[Recorded data]
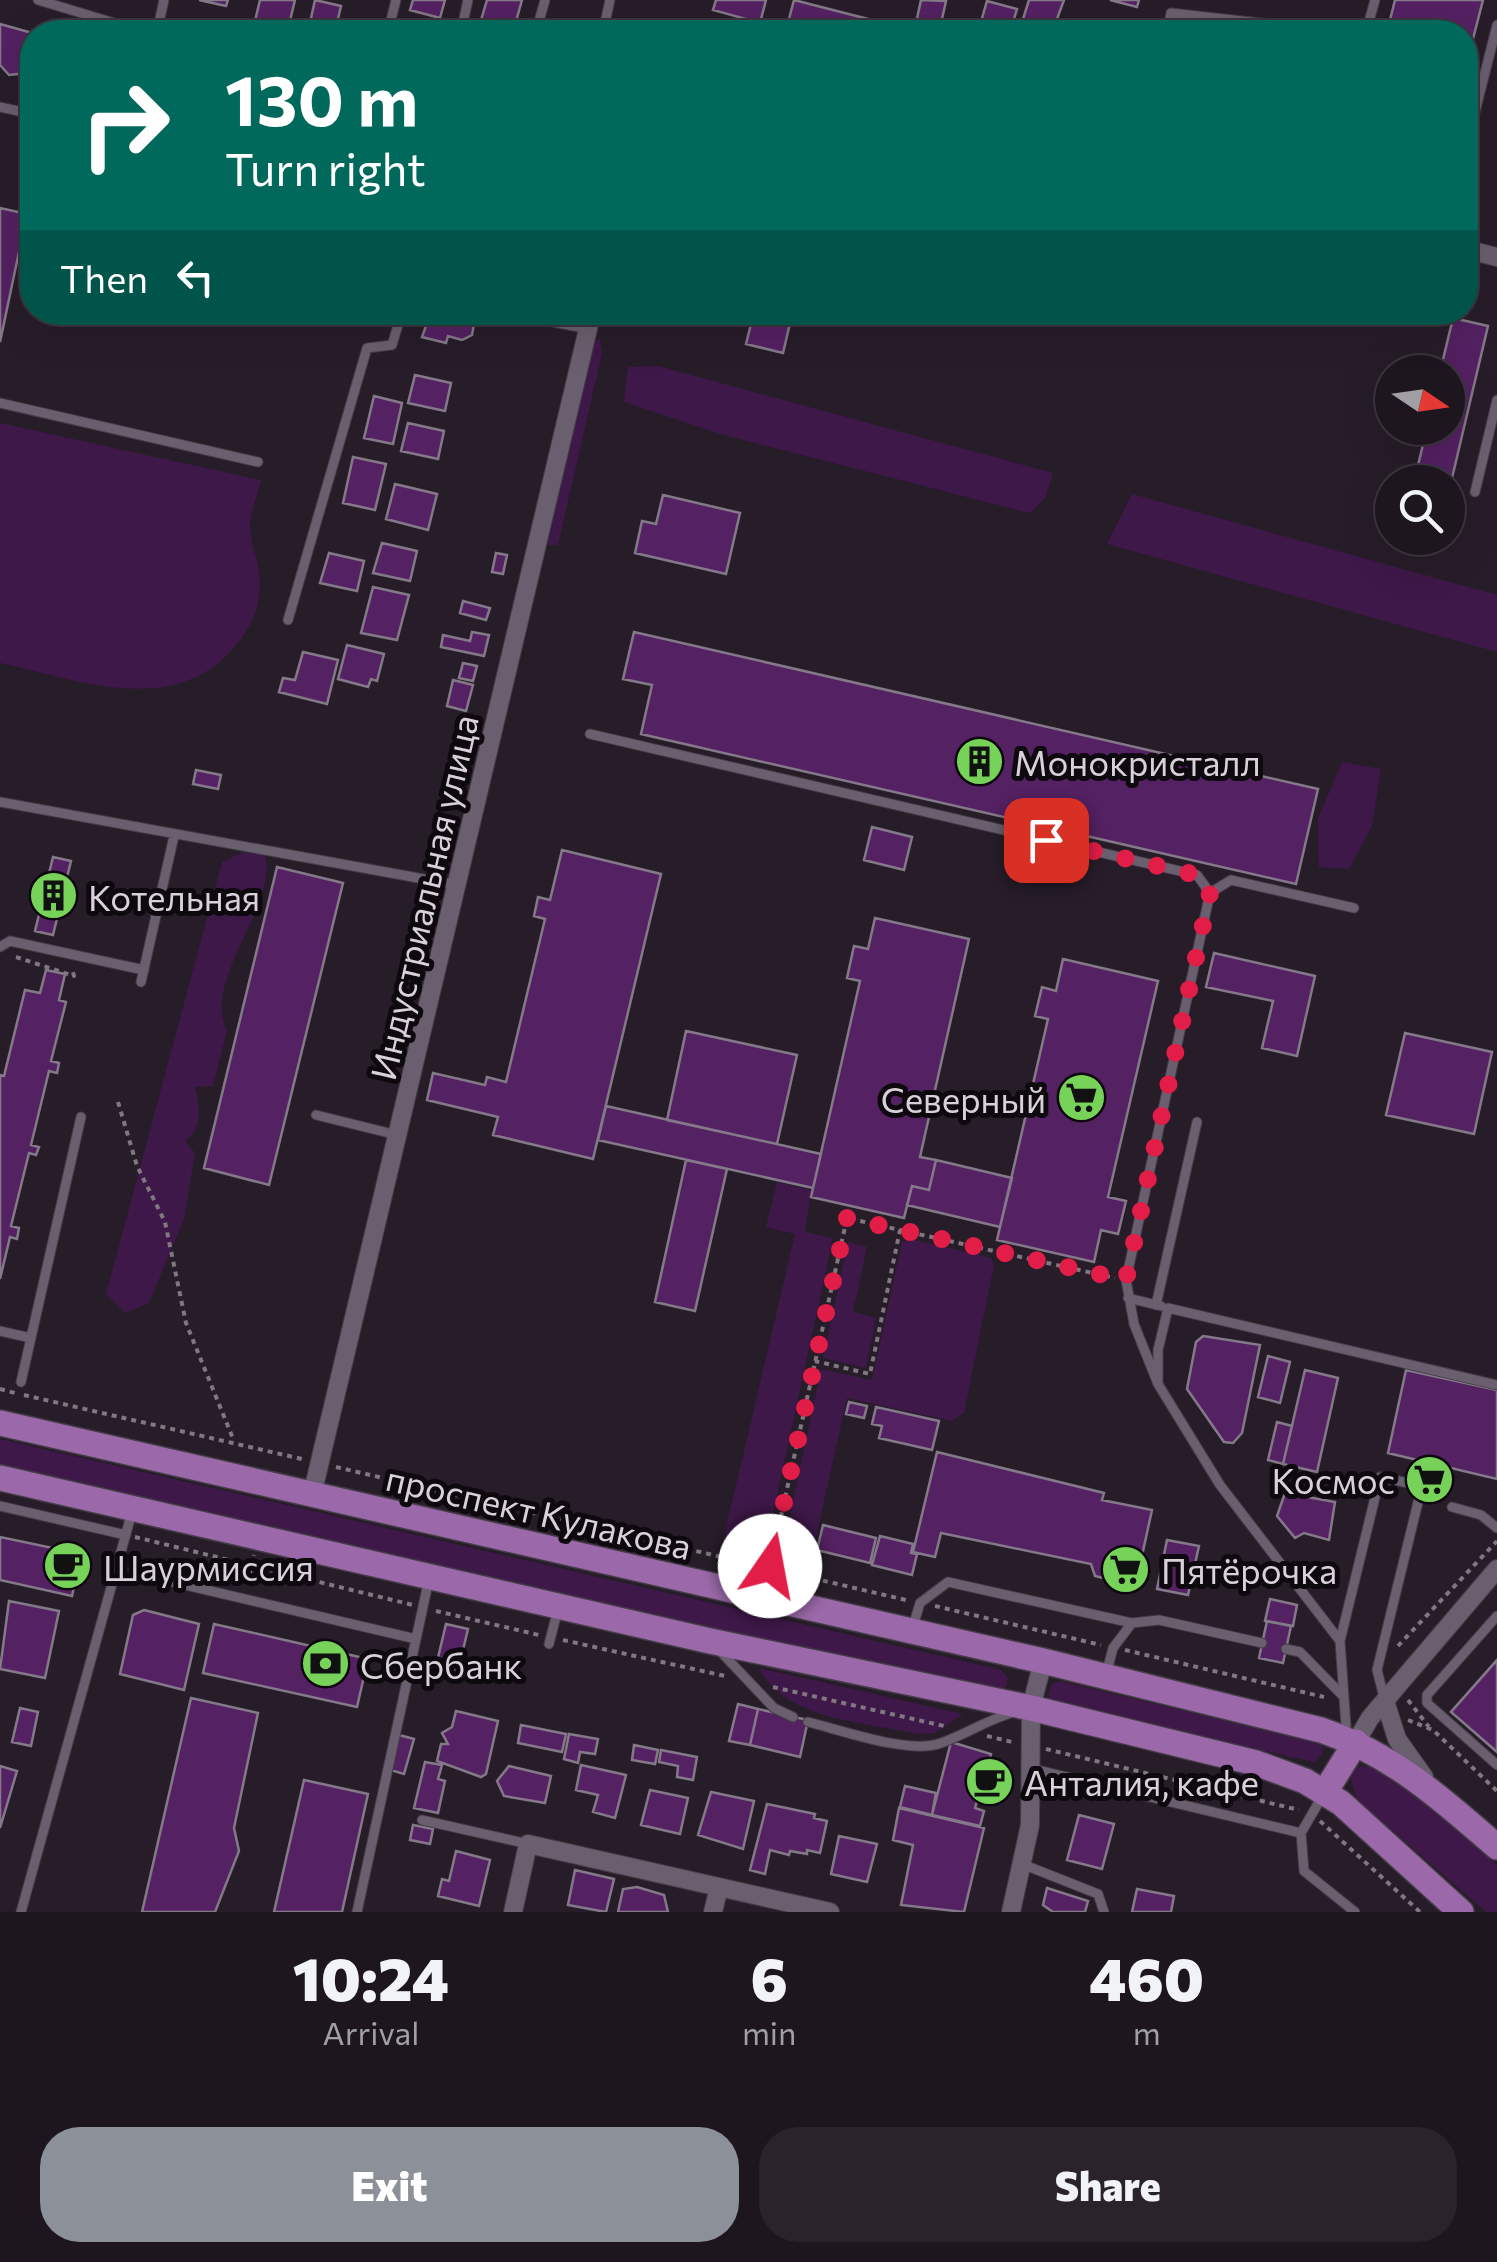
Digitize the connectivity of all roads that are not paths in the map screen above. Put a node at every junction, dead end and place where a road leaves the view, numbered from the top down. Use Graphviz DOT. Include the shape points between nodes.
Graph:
graph roads {
  1 [pos="38,0"];
  2 [pos="104,20"];
  3 [pos="1170,20"];
  4 [pos="1234,20"];
  5 [pos="1497,25"];
  6 [pos="1478,100"];
  7 [pos="398,325"];
  8 [pos="590,325"];
  9 [pos="1497,400"];
  10 [pos="0,403"];
  11 [pos="258,462"];
  12 [pos="1475,492"];
  13 [pos="288,620"];
  14 [pos="590,734"];
  15 [pos="0,802"];
  16 [pos="174,836"];
  17 [pos="459,886"];
  18 [pos="1210,893"];
  19 [pos="1354,908"];
  20 [pos="3,950"];
  21 [pos="144,970"];
  22 [pos="141,982"];
  23 [pos="316,1116"];
  24 [pos="82,1117"];
  25 [pos="1198,1122"];
  26 [pos="400,1135"];
  27 [pos="1128,1298"];
  28 [pos="1156,1305"];
  29 [pos="1168,1308"];
  30 [pos="0,1331"];
  31 [pos="31,1338"];
  32 [pos="21,1382"];
  33 [pos="1158,1384"];
  34 [pos="1497,1384"];
  35 [pos="0,1423"];
  36 [pos="0,1478"];
  37 [pos="312,1495"];
  38 [pos="0,1506"];
  39 [pos="1452,1507"];
  40 [pos="132,1509"];
  41 [pos="1497,1528"];
  42 [pos="126,1535"];
  43 [pos="117,1569"];
  44 [pos="1497,1569"];
  45 [pos="430,1577"];
  46 [pos="558,1606"];
  47 [pos="1497,1616"];
  48 [pos="1132,1623"];
  49 [pos="912,1632"];
  50 [pos="416,1639"];
  51 [pos="550,1641"];
  52 [pos="710,1641"];
  53 [pos="1340,1641"];
  54 [pos="1262,1643"];
  55 [pos="1286,1648"];
  56 [pos="1043,1661"];
  57 [pos="1412,1667"];
  58 [pos="1106,1677"];
  59 [pos="1342,1695"];
  60 [pos="1385,1700"];
  61 [pos="1031,1708"];
  62 [pos="793,1717"];
  63 [pos="808,1722"];
  64 [pos="1341,1733"];
  65 [pos="1397,1739"];
  66 [pos="1497,1766"];
  67 [pos="1033,1769"];
  68 [pos="1440,1796"];
  69 [pos="1318,1802"];
  70 [pos="422,1820"];
  71 [pos="1301,1833"];
  72 [pos="528,1844"];
  73 [pos="1497,1847"];
  74 [pos="1022,1864"];
  75 [pos="719,1886"];
  76 [pos="21,1912"];
  77 [pos="357,1912"];
  78 [pos="514,1912"];
  79 [pos="714,1912"];
  80 [pos="830,1912"];
  81 [pos="1011,1912"];
  82 [pos="1100,1912"];
  83 [pos="1354,1912"];
  84 [pos="1461,1912"];
  1 -- 2 [label="lane"];
  3 -- 4 [label="lane" via="1172,13"];
  5 -- 6 [label="lane"];
  7 -- 13 [label="lane" via="392,345 367,348"];
  8 -- 17 [label="street, Индустриальная улица"];
  9 -- 12 [label="lane"];
  10 -- 11 [label="lane"];
  14 -- 18 [label="lane" via="1197,875"];
  15 -- 16 [label="lane"];
  16 -- 17 [label="lane"];
  16 -- 21 [label="lane"];
  17 -- 26 [label="street, Индустриальная улица"];
  18 -- 19 [label="lane" via="1231,880"];
  18 -- 27 [label="lane" via="1126,1280"];
  20 -- 21 [label="lane" via="10,942"];
  21 -- 22 [label="lane"];
  23 -- 26 [label="lane"];
  24 -- 31 [label="lane"];
  25 -- 28 [label="lane"];
  26 -- 37 [label="street, Индустриальная улица"];
  27 -- 28 [label="lane"];
  27 -- 33 [label="lane"];
  28 -- 29 [label="lane"];
  29 -- 33 [label="lane"];
  29 -- 34 [label="lane"];
  30 -- 31 [label="lane"];
  31 -- 32 [label="lane"];
  33 -- 53 [label="lane" via="1220,1484"];
  35 -- 37 [label="main road, проспект Кулакова"];
  36 -- 40 [label="main road"];
  37 -- 49 [label="main road, проспект Кулакова"];
  38 -- 42 [label="lane"];
  39 -- 41 [label="lane"];
  40 -- 42 [label="lane"];
  40 -- 45 [label="main road"];
  42 -- 43 [label="lane"];
  43 -- 50 [label="lane"];
  43 -- 76 [label="lane"];
  44 -- 57 [label="street"];
  45 -- 46 [label="main road"];
  45 -- 50 [label="lane"];
  46 -- 51 [label="lane"];
  46 -- 52 [label="main road"];
  47 -- 66 [label="lane" via="1427,1695 1427,1703"];
  48 -- 49 [label="lane" via="948,1582 920,1603"];
  48 -- 54 [label="lane" via="1159,1620"];
  48 -- 58 [label="lane" via="1113,1648"];
  49 -- 56 [label="main road, проспект Кулакова"];
  50 -- 77 [label="lane"];
  52 -- 61 [label="main road"];
  52 -- 62 [label="lane" via="774,1708"];
  53 -- 59 [label="lane"];
  53 -- 60 [label="lane" via="1380,1477 1422,1486 1377,1670"];
  55 -- 59 [label="lane" via="1300,1652"];
  56 -- 58 [label="main road, проспект Кулакова"];
  56 -- 61 [label="street"];
  57 -- 60 [label="street"];
  57 -- 65 [label="street" via="1396,1712"];
  58 -- 64 [label="main road, проспект Кулакова"];
  59 -- 64 [label="lane"];
  60 -- 64 [label="street" via="1370,1718"];
  60 -- 65 [label="street"];
  61 -- 63 [label="lane" via="938,1745 914,1746"];
  61 -- 67 [label="street"];
  61 -- 69 [label="main road" via="1256,1763"];
  64 -- 68 [label="main road, проспект Кулакова"];
  64 -- 69 [label="main road"];
  65 -- 68 [label="street"];
  67 -- 71 [label="lane"];
  67 -- 74 [label="street"];
  68 -- 73 [label="main road, проспект Кулакова"];
  69 -- 71 [label="lane"];
  69 -- 84 [label="main road"];
  70 -- 72 [label="lane"];
  71 -- 83 [label="lane" via="1304,1871"];
  72 -- 75 [label="street"];
  72 -- 78 [label="street"];
  74 -- 81 [label="street"];
  74 -- 82 [label="lane" via="1098,1894"];
  75 -- 79 [label="street"];
  75 -- 80 [label="street"];
}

[What is required]
Pictures stay out, but every record above is to be returned exactly.

[Response]
Digitize the connectivity of all roads that are not paths in the map screen above. Put a node at every junction, dead end and place where a road leaves the view, numbered from the top down. Use Graphviz DOT. Include the shape points between nodes.
Graph:
graph roads {
  1 [pos="38,0"];
  2 [pos="104,20"];
  3 [pos="1170,20"];
  4 [pos="1234,20"];
  5 [pos="1497,25"];
  6 [pos="1478,100"];
  7 [pos="398,325"];
  8 [pos="590,325"];
  9 [pos="1497,400"];
  10 [pos="0,403"];
  11 [pos="258,462"];
  12 [pos="1475,492"];
  13 [pos="288,620"];
  14 [pos="590,734"];
  15 [pos="0,802"];
  16 [pos="174,836"];
  17 [pos="459,886"];
  18 [pos="1210,893"];
  19 [pos="1354,908"];
  20 [pos="3,950"];
  21 [pos="144,970"];
  22 [pos="141,982"];
  23 [pos="316,1116"];
  24 [pos="82,1117"];
  25 [pos="1198,1122"];
  26 [pos="400,1135"];
  27 [pos="1128,1298"];
  28 [pos="1156,1305"];
  29 [pos="1168,1308"];
  30 [pos="0,1331"];
  31 [pos="31,1338"];
  32 [pos="21,1382"];
  33 [pos="1158,1384"];
  34 [pos="1497,1384"];
  35 [pos="0,1423"];
  36 [pos="0,1478"];
  37 [pos="312,1495"];
  38 [pos="0,1506"];
  39 [pos="1452,1507"];
  40 [pos="132,1509"];
  41 [pos="1497,1528"];
  42 [pos="126,1535"];
  43 [pos="117,1569"];
  44 [pos="1497,1569"];
  45 [pos="430,1577"];
  46 [pos="558,1606"];
  47 [pos="1497,1616"];
  48 [pos="1132,1623"];
  49 [pos="912,1632"];
  50 [pos="416,1639"];
  51 [pos="550,1641"];
  52 [pos="710,1641"];
  53 [pos="1340,1641"];
  54 [pos="1262,1643"];
  55 [pos="1286,1648"];
  56 [pos="1043,1661"];
  57 [pos="1412,1667"];
  58 [pos="1106,1677"];
  59 [pos="1342,1695"];
  60 [pos="1385,1700"];
  61 [pos="1031,1708"];
  62 [pos="793,1717"];
  63 [pos="808,1722"];
  64 [pos="1341,1733"];
  65 [pos="1397,1739"];
  66 [pos="1497,1766"];
  67 [pos="1033,1769"];
  68 [pos="1440,1796"];
  69 [pos="1318,1802"];
  70 [pos="422,1820"];
  71 [pos="1301,1833"];
  72 [pos="528,1844"];
  73 [pos="1497,1847"];
  74 [pos="1022,1864"];
  75 [pos="719,1886"];
  76 [pos="21,1912"];
  77 [pos="357,1912"];
  78 [pos="514,1912"];
  79 [pos="714,1912"];
  80 [pos="830,1912"];
  81 [pos="1011,1912"];
  82 [pos="1100,1912"];
  83 [pos="1354,1912"];
  84 [pos="1461,1912"];
  1 -- 2 [label="lane"];
  3 -- 4 [label="lane" via="1172,13"];
  5 -- 6 [label="lane"];
  7 -- 13 [label="lane" via="392,345 367,348"];
  8 -- 17 [label="street, Индустриальная улица"];
  9 -- 12 [label="lane"];
  10 -- 11 [label="lane"];
  14 -- 18 [label="lane" via="1197,875"];
  15 -- 16 [label="lane"];
  16 -- 17 [label="lane"];
  16 -- 21 [label="lane"];
  17 -- 26 [label="street, Индустриальная улица"];
  18 -- 19 [label="lane" via="1231,880"];
  18 -- 27 [label="lane" via="1126,1280"];
  20 -- 21 [label="lane" via="10,942"];
  21 -- 22 [label="lane"];
  23 -- 26 [label="lane"];
  24 -- 31 [label="lane"];
  25 -- 28 [label="lane"];
  26 -- 37 [label="street, Индустриальная улица"];
  27 -- 28 [label="lane"];
  27 -- 33 [label="lane"];
  28 -- 29 [label="lane"];
  29 -- 33 [label="lane"];
  29 -- 34 [label="lane"];
  30 -- 31 [label="lane"];
  31 -- 32 [label="lane"];
  33 -- 53 [label="lane" via="1220,1484"];
  35 -- 37 [label="main road, проспект Кулакова"];
  36 -- 40 [label="main road"];
  37 -- 49 [label="main road, проспект Кулакова"];
  38 -- 42 [label="lane"];
  39 -- 41 [label="lane"];
  40 -- 42 [label="lane"];
  40 -- 45 [label="main road"];
  42 -- 43 [label="lane"];
  43 -- 50 [label="lane"];
  43 -- 76 [label="lane"];
  44 -- 57 [label="street"];
  45 -- 46 [label="main road"];
  45 -- 50 [label="lane"];
  46 -- 51 [label="lane"];
  46 -- 52 [label="main road"];
  47 -- 66 [label="lane" via="1427,1695 1427,1703"];
  48 -- 49 [label="lane" via="948,1582 920,1603"];
  48 -- 54 [label="lane" via="1159,1620"];
  48 -- 58 [label="lane" via="1113,1648"];
  49 -- 56 [label="main road, проспект Кулакова"];
  50 -- 77 [label="lane"];
  52 -- 61 [label="main road"];
  52 -- 62 [label="lane" via="774,1708"];
  53 -- 59 [label="lane"];
  53 -- 60 [label="lane" via="1380,1477 1422,1486 1377,1670"];
  55 -- 59 [label="lane" via="1300,1652"];
  56 -- 58 [label="main road, проспект Кулакова"];
  56 -- 61 [label="street"];
  57 -- 60 [label="street"];
  57 -- 65 [label="street" via="1396,1712"];
  58 -- 64 [label="main road, проспект Кулакова"];
  59 -- 64 [label="lane"];
  60 -- 64 [label="street" via="1370,1718"];
  60 -- 65 [label="street"];
  61 -- 63 [label="lane" via="938,1745 914,1746"];
  61 -- 67 [label="street"];
  61 -- 69 [label="main road" via="1256,1763"];
  64 -- 68 [label="main road, проспект Кулакова"];
  64 -- 69 [label="main road"];
  65 -- 68 [label="street"];
  67 -- 71 [label="lane"];
  67 -- 74 [label="street"];
  68 -- 73 [label="main road, проспект Кулакова"];
  69 -- 71 [label="lane"];
  69 -- 84 [label="main road"];
  70 -- 72 [label="lane"];
  71 -- 83 [label="lane" via="1304,1871"];
  72 -- 75 [label="street"];
  72 -- 78 [label="street"];
  74 -- 81 [label="street"];
  74 -- 82 [label="lane" via="1098,1894"];
  75 -- 79 [label="street"];
  75 -- 80 [label="street"];
}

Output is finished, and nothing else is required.